Montana AFL-CIO is expected to request worker training funding at a Thursday hearing in Helena when the Montana Public Service Commission gets its turn to consider the sale.

Avista’s offer to Colstrip has increased $1.5 million since March, when the utility indicated there was no cap on what was then a $3 million transition funding offer presented to utility commissions in Washington and Idaho.

In those states, Avista agreed to put a December 2027 “end of useful life” date for depreciation purposes on Colstrip Units 3 and 4, of which it owns a 15-percent share. That means the utility will be financially ready to close Colstrip in nine years.

However, Avista has not agreed on an actual shutdown date for Colstrip. The utility did agree in its Idaho proceeding to look into closing Colstrip by the end of 2027, while considering other dates as well. Previously Avista indicated Colstrip could operate until the mid-2030s.

Colstrip’s largest shareholder, Puget Sound Energy, has also agreed to be financially ready for power plant closure in nine years. The Seattle-area utility has also not specified an actual shutdown date. Puget has pledged $10 million in transition money to help the Colstrip community move beyond the closure of the power plant.

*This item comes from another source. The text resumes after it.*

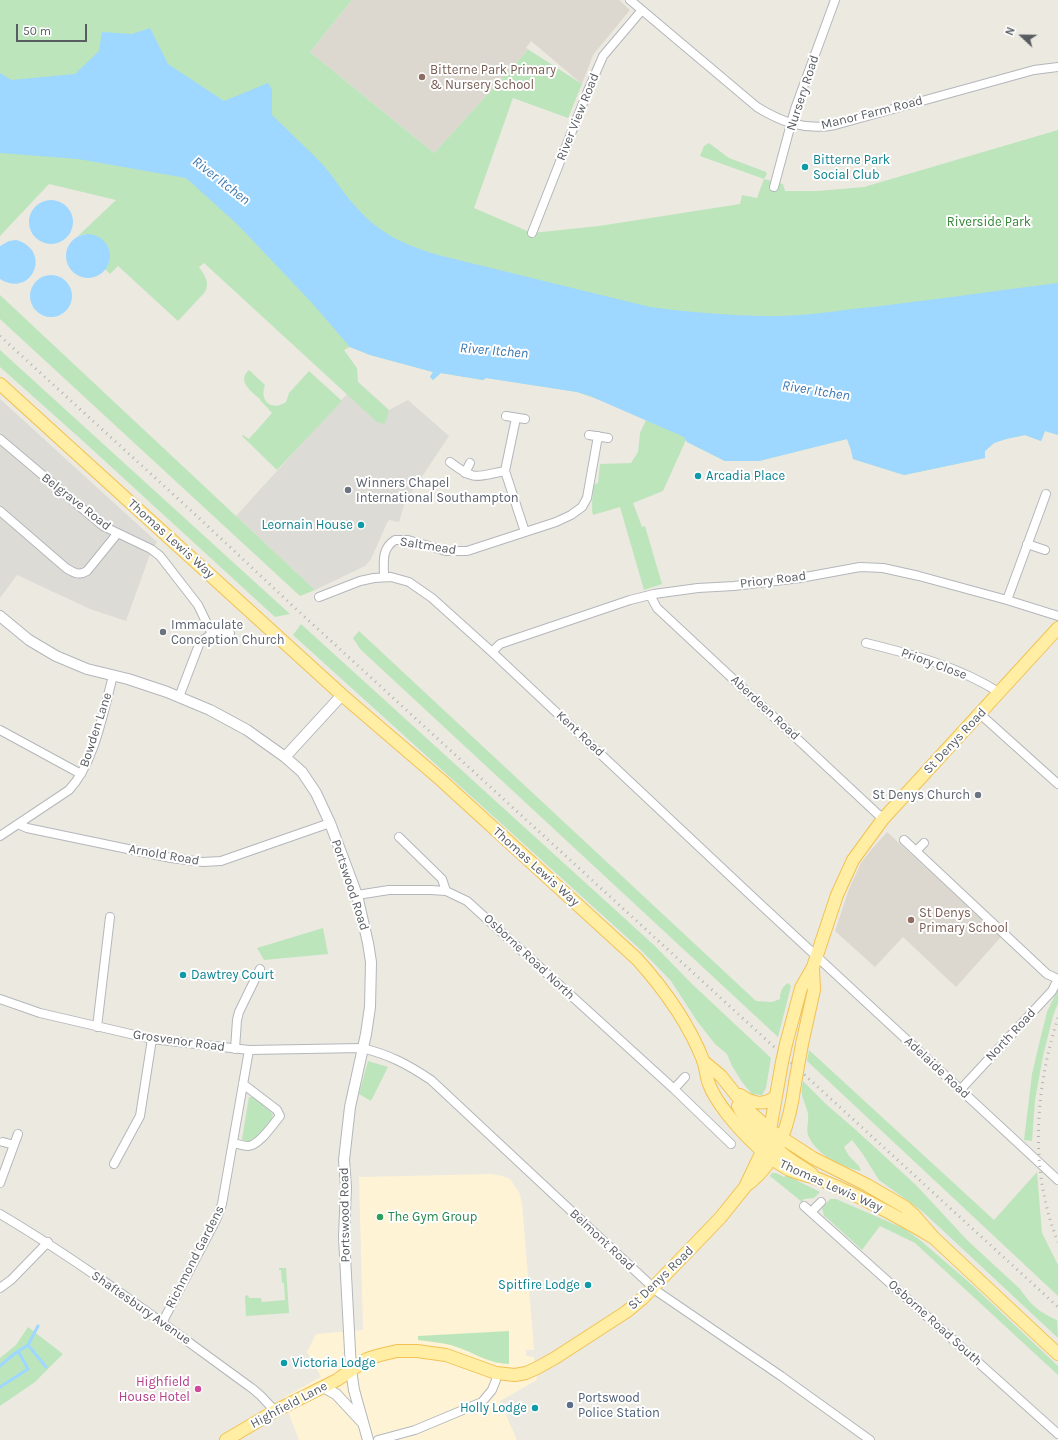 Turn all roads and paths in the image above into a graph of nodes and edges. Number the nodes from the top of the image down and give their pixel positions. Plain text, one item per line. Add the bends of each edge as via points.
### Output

Washington utilities are facing increasing political pressure to address climate change by abandoning coal power. Similarly in Oregon, Colstrip stakeholders Portland General Electric and PacifiCorp are required to stop delivering coal power to customers.

PacifiCorp must end coal power transmissions by 2030. Portland General Electric must stop by 2035. PGE will begin tapering off coal power by 2025 and be almost off by 2030. Renewable energy must also be half of PGE’s portfolio by 2040.

The other two Colstrip stakeholders are NorthWestern Energy in Montana and Talen Energy of Pennsylvania.

Talen and Puget Sound Energy own Colstrip Units 1 and 2 equally and have agreed to close them within five years to settle an air pollution lawsuit. Talen has 30 percent ownership of Unit 3.

Montana’s PSC gets to weigh in on the sale not because of Colstrip, but because Avista has a small number of customers in northwest Montana, where it operates Noxon Dam.